- Observed by: Papua New Guinea
- Date: 26 August
- Next time: 26 August 2025
- Frequency: annual

= Repentance Day =

Public holiday in Papua New Guinea, celebrated on 26 August

Repentance Day, on 26 August, is a public holiday in Papua New Guinea. It is celebrated by "prayer ceremonies" across the country.

It was established on 15 August 2011 by Prime Minister Peter O'Neill, who had come to power less than two weeks earlier. The announcement came only eleven days before the first Repentance Day was to be celebrated. It was made a public holiday at the request of "a group of churches", which had initially submitted the request to O'Neill's predecessor Sam Abal, before the latter was ousted in a motion of no confidence.
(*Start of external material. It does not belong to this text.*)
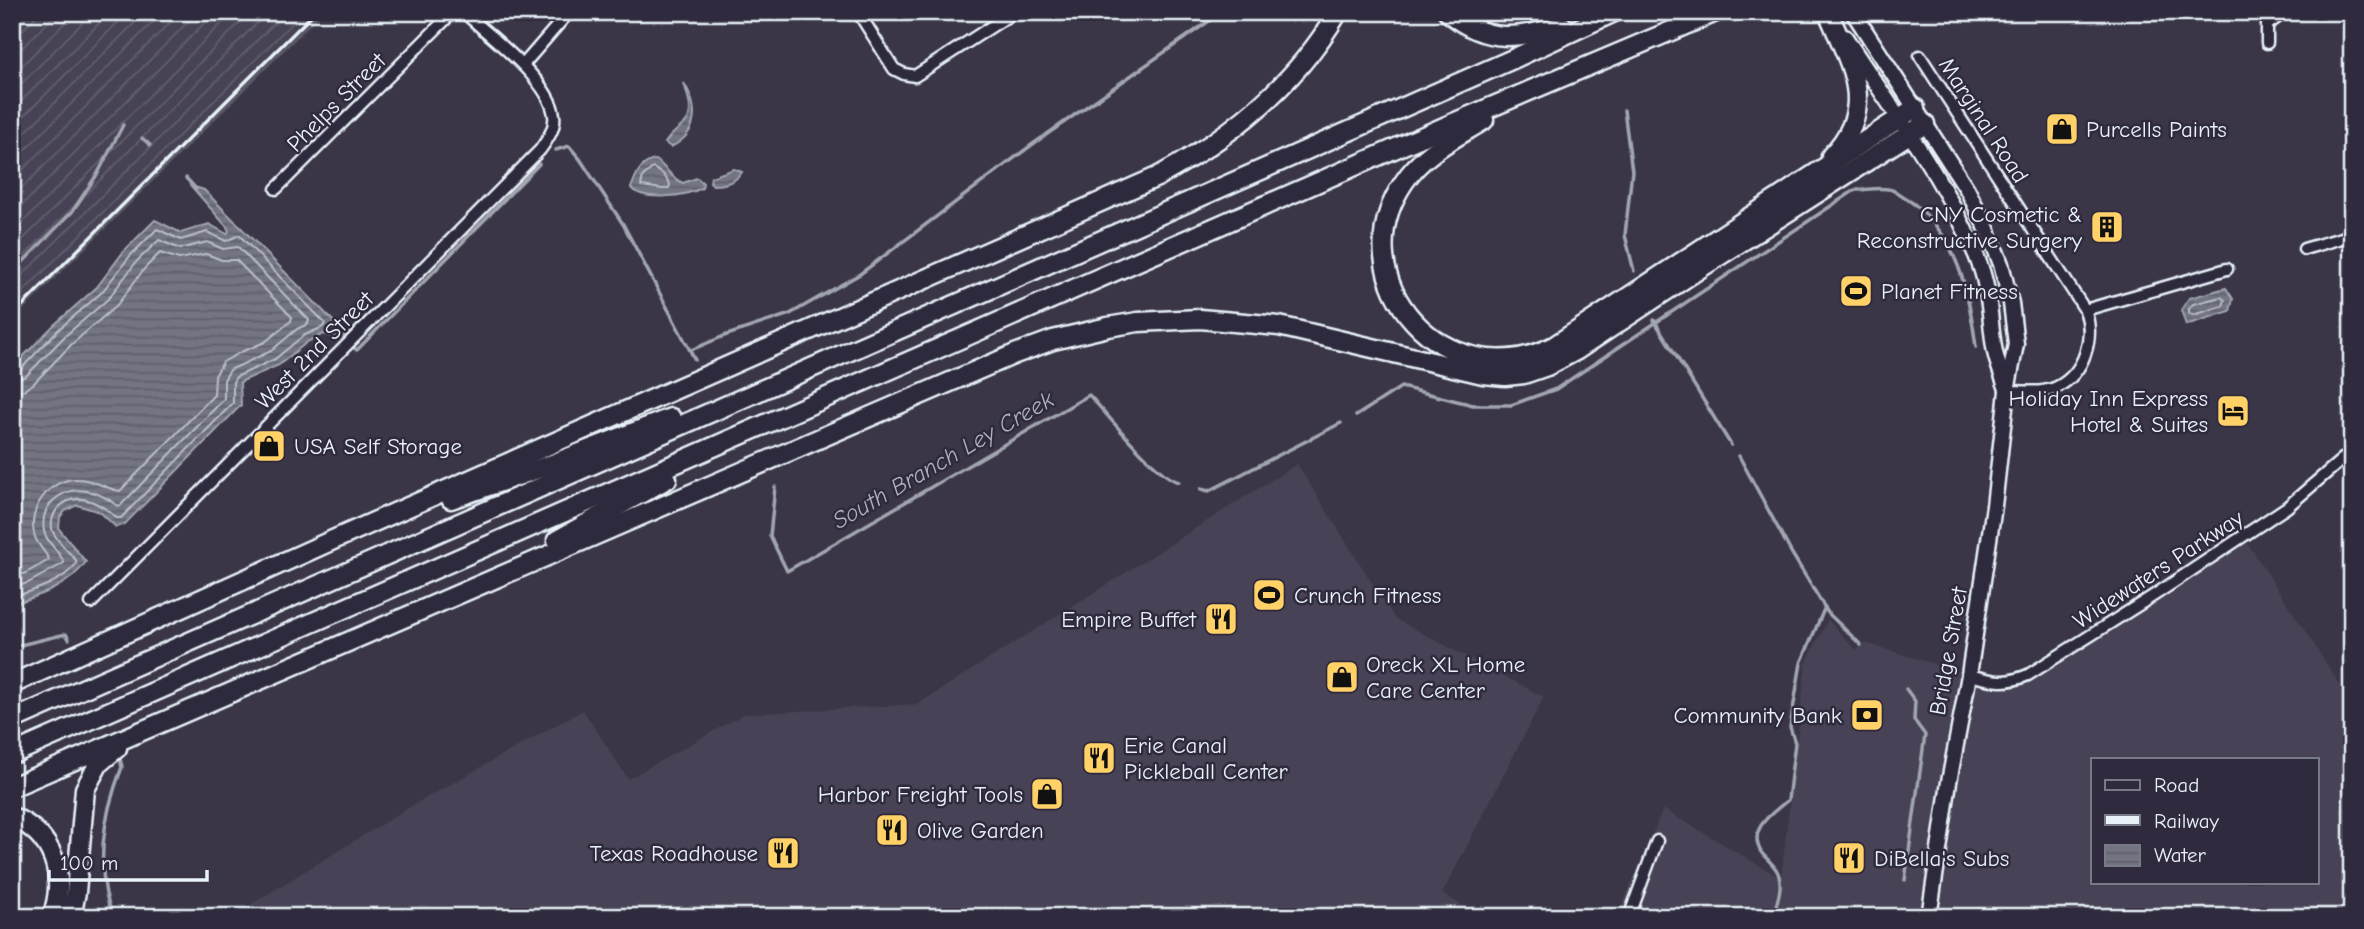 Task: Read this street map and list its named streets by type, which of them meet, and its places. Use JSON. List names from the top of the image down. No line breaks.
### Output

Virtually no explanation of the day's purpose was provided by the government, reportedly creating some confusion among Papua New Guineans as 26 August arrived. Pastor Jack Edward of the Shema Evangelism Ministry was made Repentance Day coordinator, and said the purpose was for people to "come together and pray and ask the Lord to forgive us for the wrongs that are happening in our nation". It was intended as a day of Christian prayer, in a predominantly Christian nation. Imam Mikail Abdul Aziz, described by the Australian Broadcasting Corporation as the "spiritual leader" of Papua New Guinea's "4,000 practising Muslims", said he did not oppose the idea, but it might send a "wrong message", as repentance should occur every time a wrong is committed, rather than once a year. As the day was little publicised, many businesses were initially uncertain whether it was indeed supposed to be a public holiday, requiring them to give their employees the day off or pay them double. The Port Moresby Chamber of Commerce obtained a copy of the Government Gazette to convince its members that it was indeed a public holiday.

On 26 August 2011, prayer ceremonies were held in churches throughout the country. In Port Moresby, the capital, a ceremony at the Rev Sioni Kami Memorial church was attended by "representatives of 20 provinces" and various "national leaders" and "church leaders", for "special prayer and Bible readings" and "thanksgiving prayers". Participants asked God to lead the nation. A parish priest in Boroko was reported by The National as saying that religious values were "essential to our identity and our culture", and people's church attendance on such a public holiday revealed a difference between Papua New Guinean identity and that of many other countries. On Karanget Island in Madang, the day was celebrated through children depositing the national flag on a church altar, symbolically "deliver[ing] the nation to God".